■ Your assignment ■
Nothing but the records, transcribed verbatim and stripped of images, should appear in the answer.

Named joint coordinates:
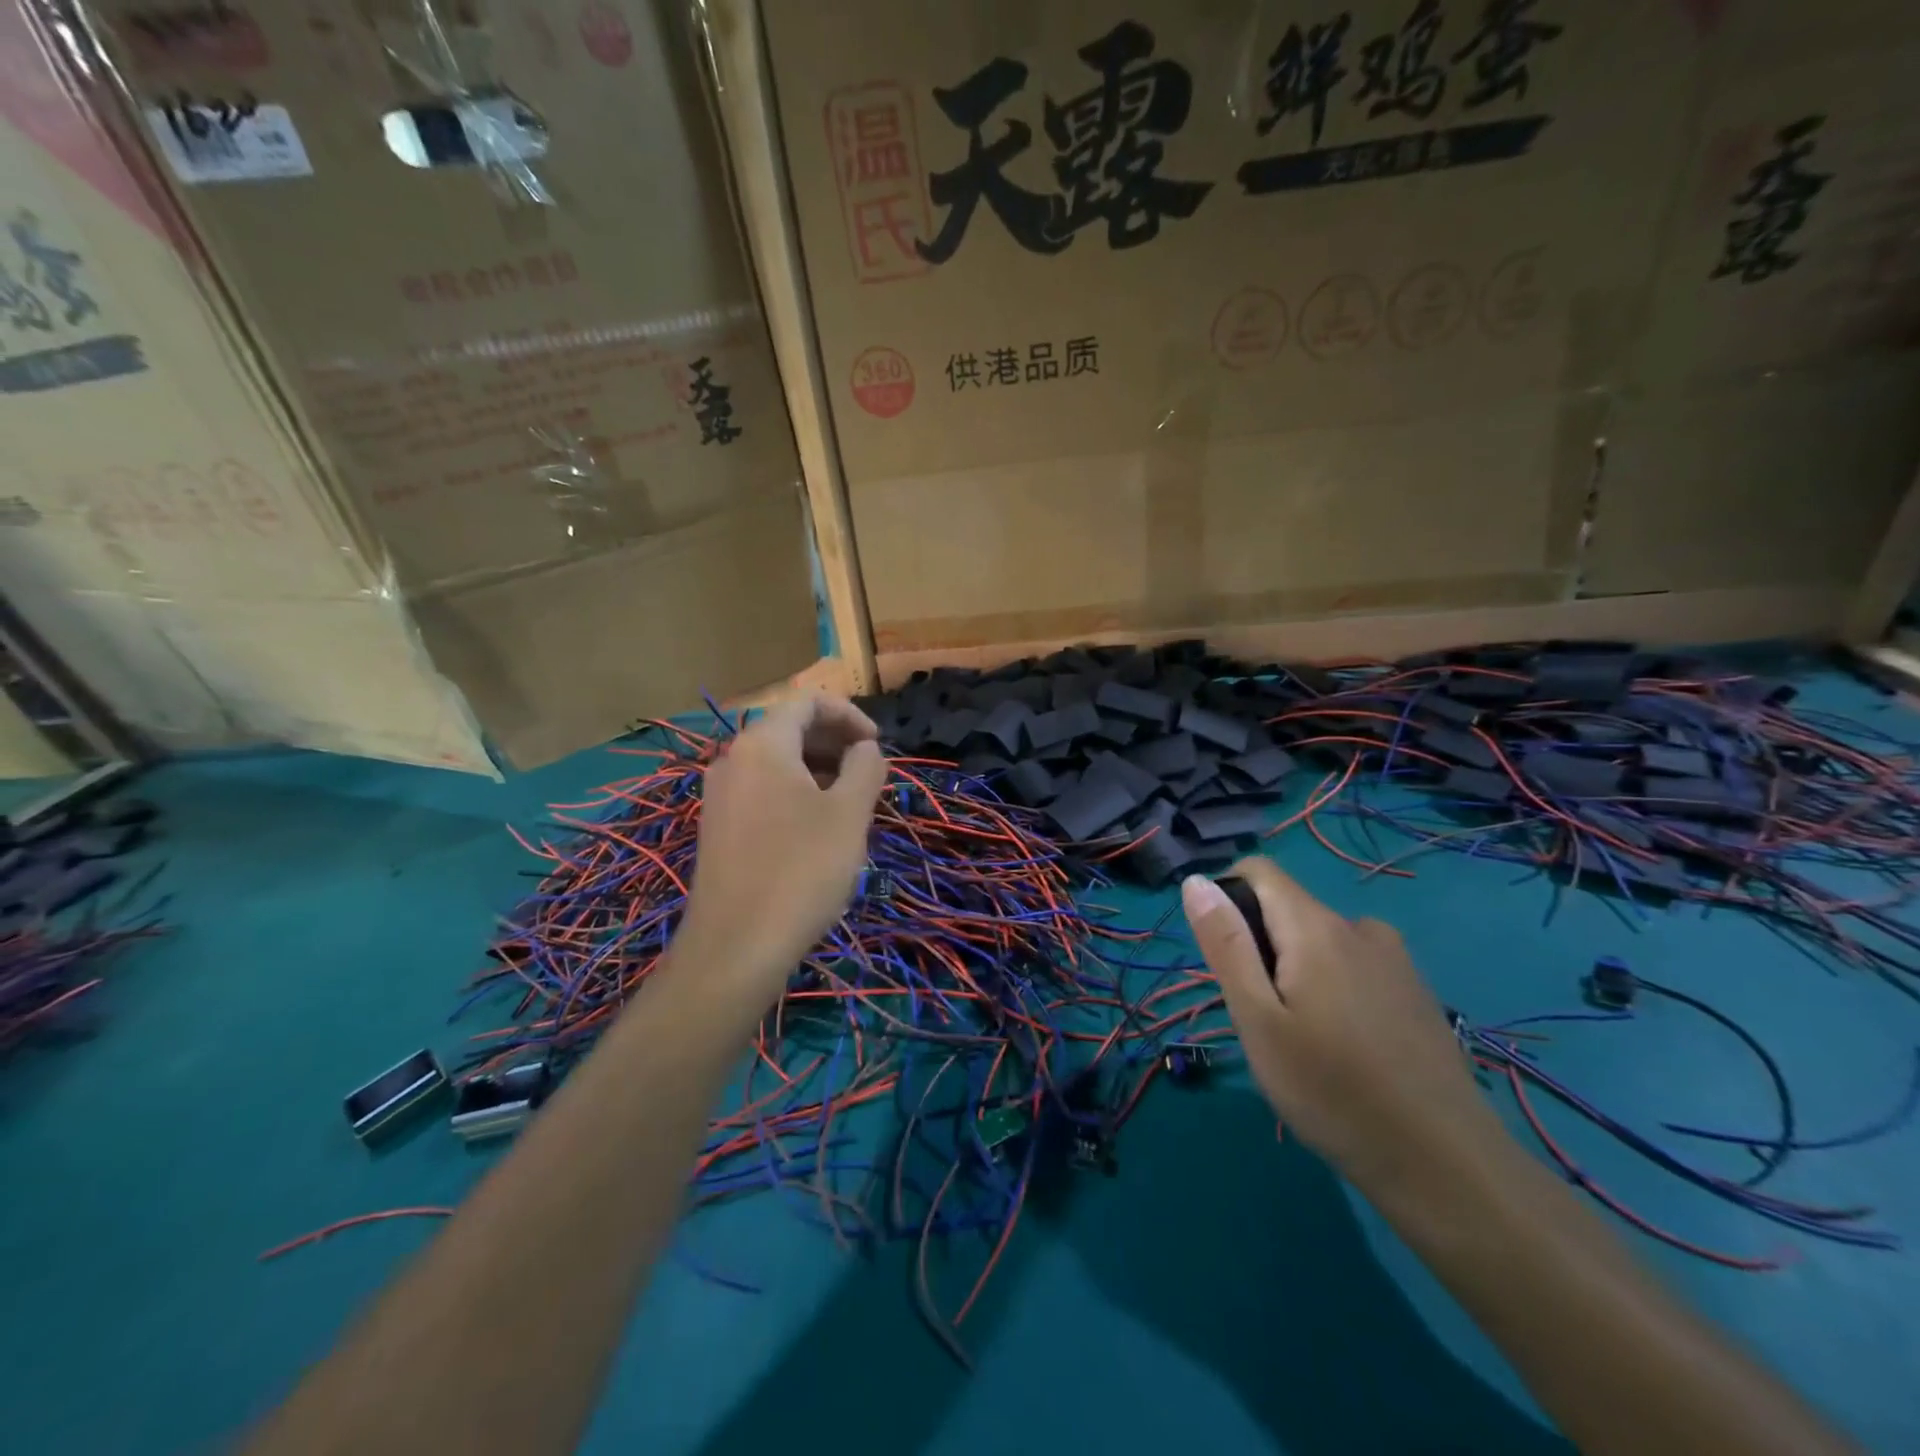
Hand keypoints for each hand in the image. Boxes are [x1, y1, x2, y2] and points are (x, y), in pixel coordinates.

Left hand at [678, 695, 888, 1003]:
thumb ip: (865, 767)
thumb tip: (866, 749)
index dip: (849, 714)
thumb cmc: (801, 870)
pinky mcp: (718, 828)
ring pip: (777, 763)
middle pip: (789, 729)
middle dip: (835, 743)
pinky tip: (818, 831)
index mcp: (762, 744)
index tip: (877, 746)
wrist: (736, 947)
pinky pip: (763, 792)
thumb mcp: (849, 814)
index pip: (807, 702)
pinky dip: (796, 794)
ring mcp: (720, 796)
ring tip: (851, 804)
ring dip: (819, 770)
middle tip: (869, 774)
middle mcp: (733, 759)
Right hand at [1181, 857, 1509, 1200]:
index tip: (1224, 958)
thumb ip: (1226, 943)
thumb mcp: (1257, 1019)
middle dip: (1260, 947)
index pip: (1258, 871)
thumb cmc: (1331, 1090)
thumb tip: (1196, 881)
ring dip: (1296, 969)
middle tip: (1261, 1018)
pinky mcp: (1415, 992)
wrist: (1445, 1166)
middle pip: (1288, 909)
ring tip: (1301, 1037)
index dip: (1226, 898)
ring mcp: (1395, 960)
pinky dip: (1332, 987)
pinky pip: (1354, 966)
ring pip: (1321, 941)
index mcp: (1316, 927)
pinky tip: (1345, 1047)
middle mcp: (1359, 927)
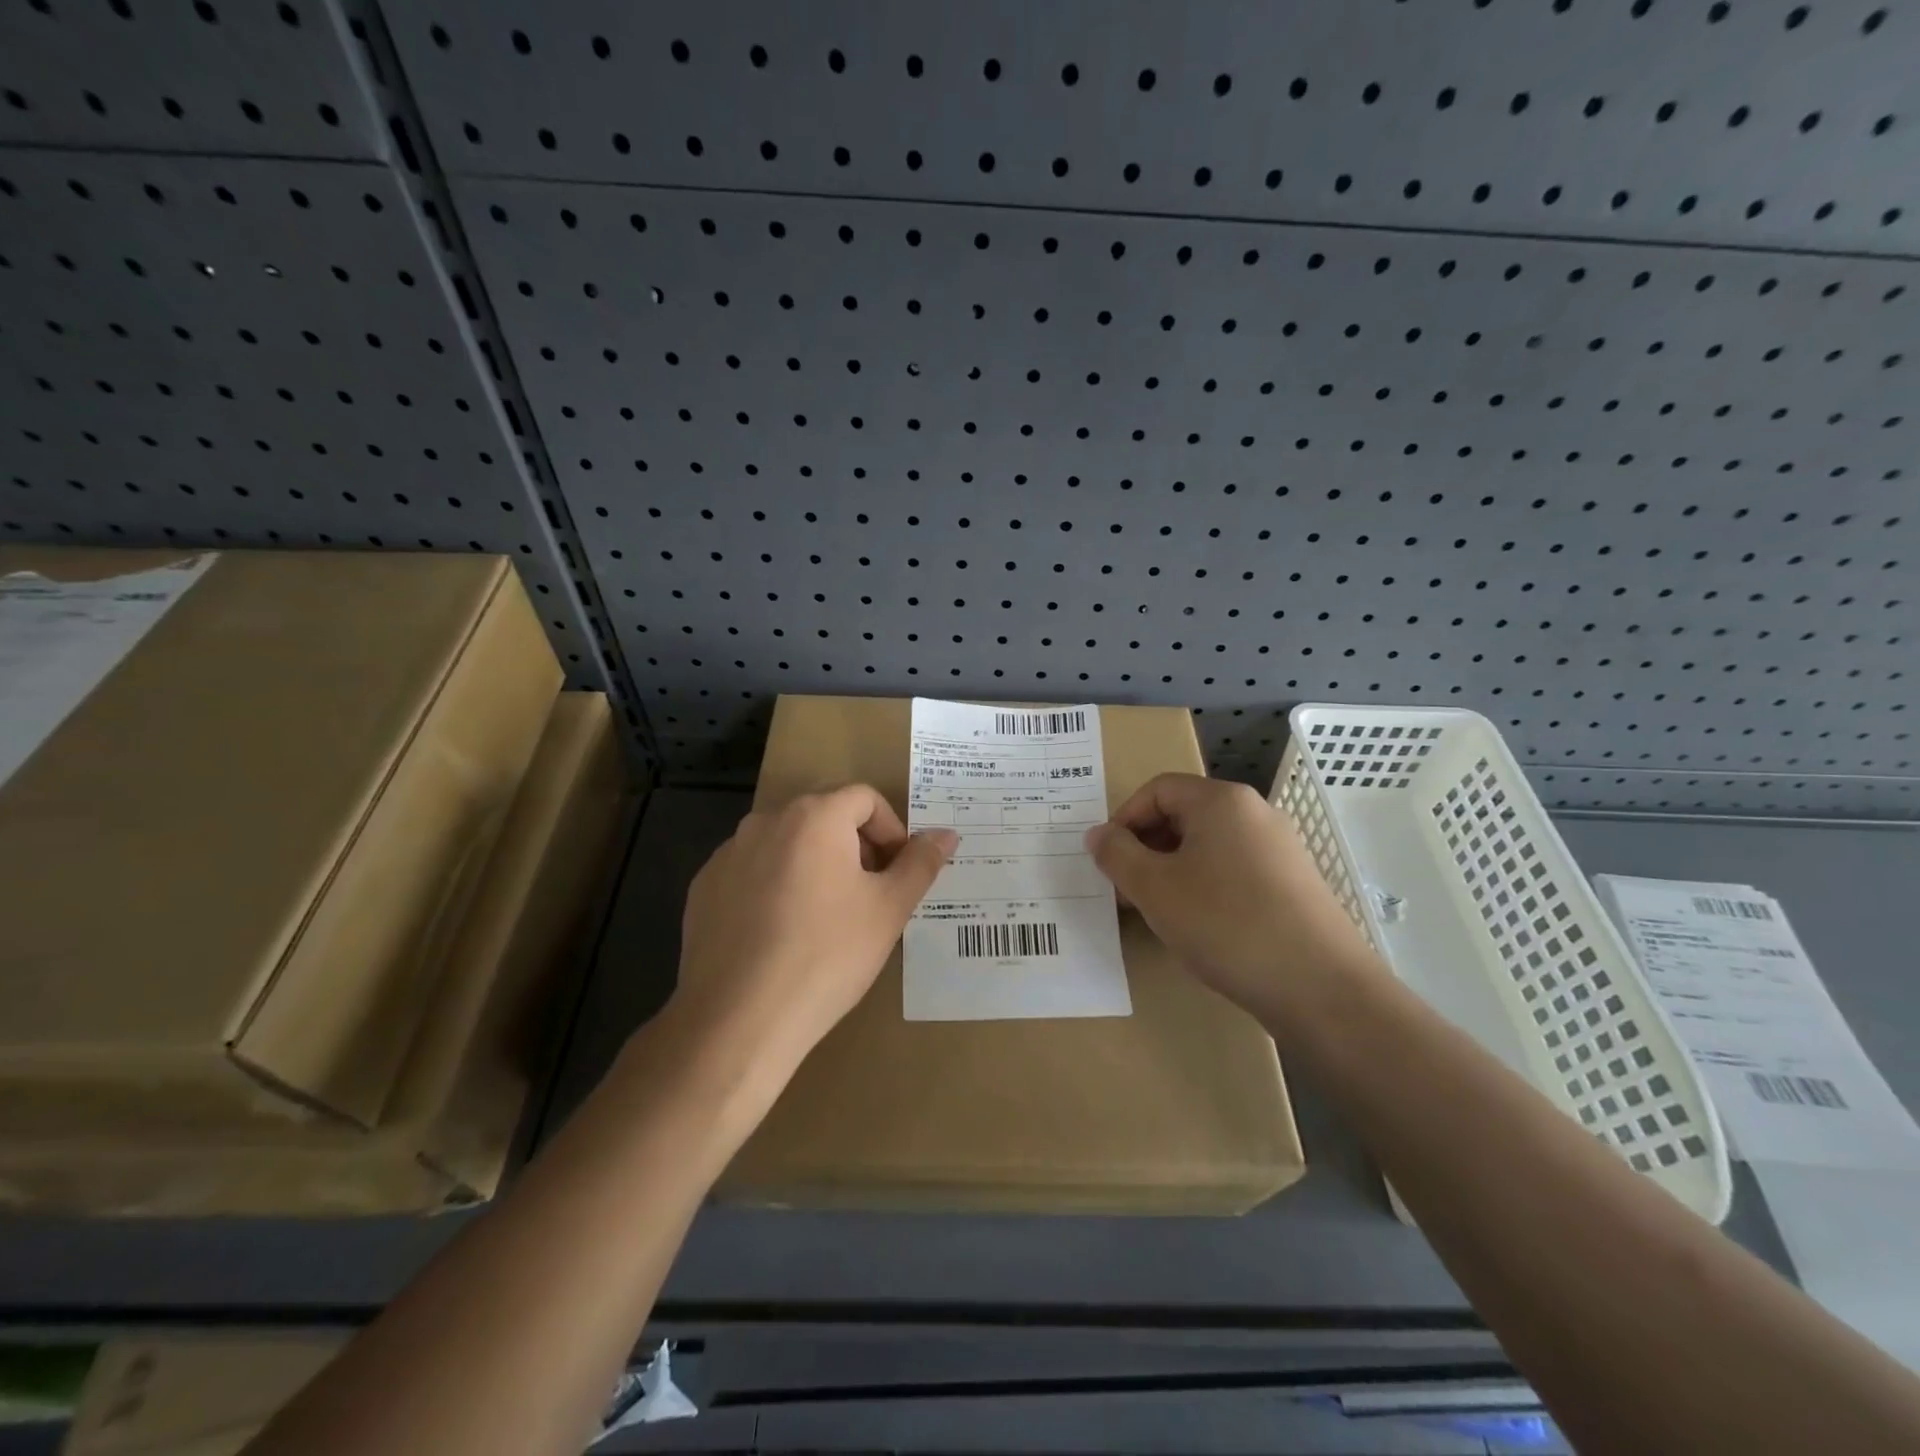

■ Solution to the problem ■
Hand keypoints for each hand in the image. Boxes are [x1, y1, x2, y2] and points are (x, y), in pixel coordinates.

Left hand at [678, 695, 888, 1003]:
thumb ip: (865, 767)
thumb tip: (866, 749)
index dip: (849, 714)
thumb cmc: (801, 870)
pinky mcp: (718, 828)
ring pip: (777, 763)
middle pip: (789, 729)
middle dip: (835, 743)
pinky tip: (818, 831)
index mcp: (762, 744)
index tip: (877, 746)
wrist: (736, 947)
pinky pip: (763, 792)
thumb mcp: (849, 814)
index pip: (807, 702)
pinky dip: (796, 794)
ring mcp: (720, 796)
ring tip: (851, 804)
ring dip: (819, 770)
middle tip: (869, 774)
middle mcp: (733, 759)
Right hand at [1181, 857, 1509, 1200]:
index tip: (1224, 958)
thumb ip: (1226, 943)
thumb mcp: (1257, 1019)
middle dip: (1260, 947)
index pip: (1258, 871)
thumb cmc: (1331, 1090)
thumb tip: (1196, 881)
ring dip: (1296, 969)
middle tip: (1261, 1018)
pinky mcp: (1415, 992)
wrist: (1445, 1166)
middle pip: (1288, 909)
ring tip: (1301, 1037)
index dip: (1226, 898)
ring mcp: (1395, 960)
pinky dip: (1332, 987)
pinky pip: (1354, 966)
ring pip: (1321, 941)
index mcp: (1316, 927)
pinky tip: (1345, 1047)
middle mcp: (1359, 927)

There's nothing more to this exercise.